(Saved data entries):

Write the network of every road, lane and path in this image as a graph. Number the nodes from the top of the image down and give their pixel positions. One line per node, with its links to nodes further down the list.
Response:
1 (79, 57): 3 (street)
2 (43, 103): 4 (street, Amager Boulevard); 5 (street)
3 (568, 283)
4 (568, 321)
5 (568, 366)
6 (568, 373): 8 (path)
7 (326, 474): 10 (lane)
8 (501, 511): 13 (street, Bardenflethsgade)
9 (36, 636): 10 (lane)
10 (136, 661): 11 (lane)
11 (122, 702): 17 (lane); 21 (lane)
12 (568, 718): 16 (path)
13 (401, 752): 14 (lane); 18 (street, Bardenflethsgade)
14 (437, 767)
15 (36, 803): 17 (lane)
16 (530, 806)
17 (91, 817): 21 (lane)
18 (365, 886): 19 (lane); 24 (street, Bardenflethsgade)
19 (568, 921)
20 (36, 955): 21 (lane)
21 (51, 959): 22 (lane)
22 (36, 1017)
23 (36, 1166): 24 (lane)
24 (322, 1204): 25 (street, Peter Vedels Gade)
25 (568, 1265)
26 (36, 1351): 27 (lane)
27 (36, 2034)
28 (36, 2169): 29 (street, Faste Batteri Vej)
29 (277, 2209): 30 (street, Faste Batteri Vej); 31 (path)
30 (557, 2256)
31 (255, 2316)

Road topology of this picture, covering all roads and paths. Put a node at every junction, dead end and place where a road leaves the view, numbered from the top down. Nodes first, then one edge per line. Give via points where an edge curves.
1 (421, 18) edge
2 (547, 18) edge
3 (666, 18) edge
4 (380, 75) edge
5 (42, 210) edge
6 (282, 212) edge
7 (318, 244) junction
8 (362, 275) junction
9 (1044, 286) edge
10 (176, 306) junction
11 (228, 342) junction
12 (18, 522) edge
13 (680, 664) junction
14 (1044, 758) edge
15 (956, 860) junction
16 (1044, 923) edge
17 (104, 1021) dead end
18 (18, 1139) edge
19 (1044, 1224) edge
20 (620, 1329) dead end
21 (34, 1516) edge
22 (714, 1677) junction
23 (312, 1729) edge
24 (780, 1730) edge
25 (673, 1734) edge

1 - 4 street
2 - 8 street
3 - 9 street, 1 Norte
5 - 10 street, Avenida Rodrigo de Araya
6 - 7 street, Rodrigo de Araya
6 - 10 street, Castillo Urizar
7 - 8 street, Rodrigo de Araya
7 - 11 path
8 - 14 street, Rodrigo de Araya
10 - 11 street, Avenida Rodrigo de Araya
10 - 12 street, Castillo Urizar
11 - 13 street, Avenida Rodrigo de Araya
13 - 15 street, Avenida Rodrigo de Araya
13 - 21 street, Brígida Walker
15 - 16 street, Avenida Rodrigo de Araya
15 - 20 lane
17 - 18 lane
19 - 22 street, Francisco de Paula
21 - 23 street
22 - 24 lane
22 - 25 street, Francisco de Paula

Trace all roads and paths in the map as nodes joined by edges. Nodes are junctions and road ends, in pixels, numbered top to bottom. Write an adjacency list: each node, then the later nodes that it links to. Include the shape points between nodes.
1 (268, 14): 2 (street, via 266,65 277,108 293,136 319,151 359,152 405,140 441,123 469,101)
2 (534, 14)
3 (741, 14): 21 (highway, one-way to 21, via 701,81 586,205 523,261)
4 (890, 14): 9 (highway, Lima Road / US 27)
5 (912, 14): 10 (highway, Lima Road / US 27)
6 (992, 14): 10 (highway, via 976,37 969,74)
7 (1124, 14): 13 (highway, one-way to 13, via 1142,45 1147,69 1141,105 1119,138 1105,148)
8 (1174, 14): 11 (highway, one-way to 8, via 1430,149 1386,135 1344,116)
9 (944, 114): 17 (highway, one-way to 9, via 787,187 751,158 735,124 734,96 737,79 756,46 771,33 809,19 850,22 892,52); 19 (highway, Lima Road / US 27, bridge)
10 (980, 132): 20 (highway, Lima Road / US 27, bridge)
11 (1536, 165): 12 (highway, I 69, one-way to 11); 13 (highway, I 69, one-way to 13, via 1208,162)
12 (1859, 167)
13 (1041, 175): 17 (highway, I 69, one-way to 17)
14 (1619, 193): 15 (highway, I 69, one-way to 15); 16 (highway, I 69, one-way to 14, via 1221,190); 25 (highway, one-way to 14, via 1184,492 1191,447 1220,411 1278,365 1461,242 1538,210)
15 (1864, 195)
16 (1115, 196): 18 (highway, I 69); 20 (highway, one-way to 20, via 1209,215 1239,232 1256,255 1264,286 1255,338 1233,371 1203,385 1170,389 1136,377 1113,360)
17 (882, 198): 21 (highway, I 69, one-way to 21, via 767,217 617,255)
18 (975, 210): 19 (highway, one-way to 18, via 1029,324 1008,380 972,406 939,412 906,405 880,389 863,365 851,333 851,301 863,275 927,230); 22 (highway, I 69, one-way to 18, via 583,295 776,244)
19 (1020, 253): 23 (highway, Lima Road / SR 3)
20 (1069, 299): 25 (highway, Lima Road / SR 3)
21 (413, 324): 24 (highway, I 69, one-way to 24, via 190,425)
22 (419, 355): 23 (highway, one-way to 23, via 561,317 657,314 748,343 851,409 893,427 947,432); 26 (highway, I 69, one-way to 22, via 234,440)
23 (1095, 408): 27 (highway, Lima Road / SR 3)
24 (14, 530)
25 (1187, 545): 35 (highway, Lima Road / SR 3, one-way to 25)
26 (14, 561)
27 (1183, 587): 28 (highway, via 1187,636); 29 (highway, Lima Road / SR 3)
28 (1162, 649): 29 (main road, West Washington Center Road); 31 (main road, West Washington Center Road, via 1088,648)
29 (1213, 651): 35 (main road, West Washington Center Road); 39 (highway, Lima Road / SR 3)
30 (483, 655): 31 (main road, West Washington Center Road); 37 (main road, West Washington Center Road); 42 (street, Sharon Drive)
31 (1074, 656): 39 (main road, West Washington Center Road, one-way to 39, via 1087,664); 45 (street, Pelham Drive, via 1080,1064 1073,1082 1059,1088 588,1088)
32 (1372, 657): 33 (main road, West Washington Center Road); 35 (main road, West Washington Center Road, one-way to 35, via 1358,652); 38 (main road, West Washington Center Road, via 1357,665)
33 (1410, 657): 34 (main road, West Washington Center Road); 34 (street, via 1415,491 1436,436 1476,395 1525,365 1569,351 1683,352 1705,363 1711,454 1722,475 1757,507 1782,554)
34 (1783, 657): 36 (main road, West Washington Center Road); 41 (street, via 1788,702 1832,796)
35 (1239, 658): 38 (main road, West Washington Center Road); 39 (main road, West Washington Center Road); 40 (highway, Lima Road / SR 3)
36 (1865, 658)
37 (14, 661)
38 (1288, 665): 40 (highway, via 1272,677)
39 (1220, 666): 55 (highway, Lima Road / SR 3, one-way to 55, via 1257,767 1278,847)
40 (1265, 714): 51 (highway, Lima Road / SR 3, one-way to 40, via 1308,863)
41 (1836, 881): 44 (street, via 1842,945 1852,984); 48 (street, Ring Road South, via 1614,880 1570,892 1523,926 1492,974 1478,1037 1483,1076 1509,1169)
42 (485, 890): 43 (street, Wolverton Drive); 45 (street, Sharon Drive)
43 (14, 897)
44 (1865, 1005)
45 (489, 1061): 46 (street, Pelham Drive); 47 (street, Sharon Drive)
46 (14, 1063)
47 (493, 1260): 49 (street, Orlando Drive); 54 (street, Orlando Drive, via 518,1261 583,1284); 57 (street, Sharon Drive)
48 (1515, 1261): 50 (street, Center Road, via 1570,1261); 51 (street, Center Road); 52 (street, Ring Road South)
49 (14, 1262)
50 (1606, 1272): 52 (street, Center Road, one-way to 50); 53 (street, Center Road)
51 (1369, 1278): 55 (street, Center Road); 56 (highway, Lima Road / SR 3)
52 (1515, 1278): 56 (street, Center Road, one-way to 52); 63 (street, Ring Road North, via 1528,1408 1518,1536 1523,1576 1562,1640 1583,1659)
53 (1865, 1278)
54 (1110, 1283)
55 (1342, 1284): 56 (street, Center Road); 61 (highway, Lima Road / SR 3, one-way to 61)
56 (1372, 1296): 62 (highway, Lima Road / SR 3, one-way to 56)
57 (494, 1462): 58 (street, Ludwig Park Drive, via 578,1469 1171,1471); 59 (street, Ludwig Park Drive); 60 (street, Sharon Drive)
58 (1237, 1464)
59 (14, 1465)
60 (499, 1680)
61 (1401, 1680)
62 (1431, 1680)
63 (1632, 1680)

(Exercise instructions):
Show each line of the data that contains the string "bridge".

(Written response):
9 (944, 114): 17 (highway, one-way to 9, via 787,187 751,158 735,124 734,96 737,79 756,46 771,33 809,19 850,22 892,52); 19 (highway, Lima Road / US 27, bridge)
10 (980, 132): 20 (highway, Lima Road / US 27, bridge)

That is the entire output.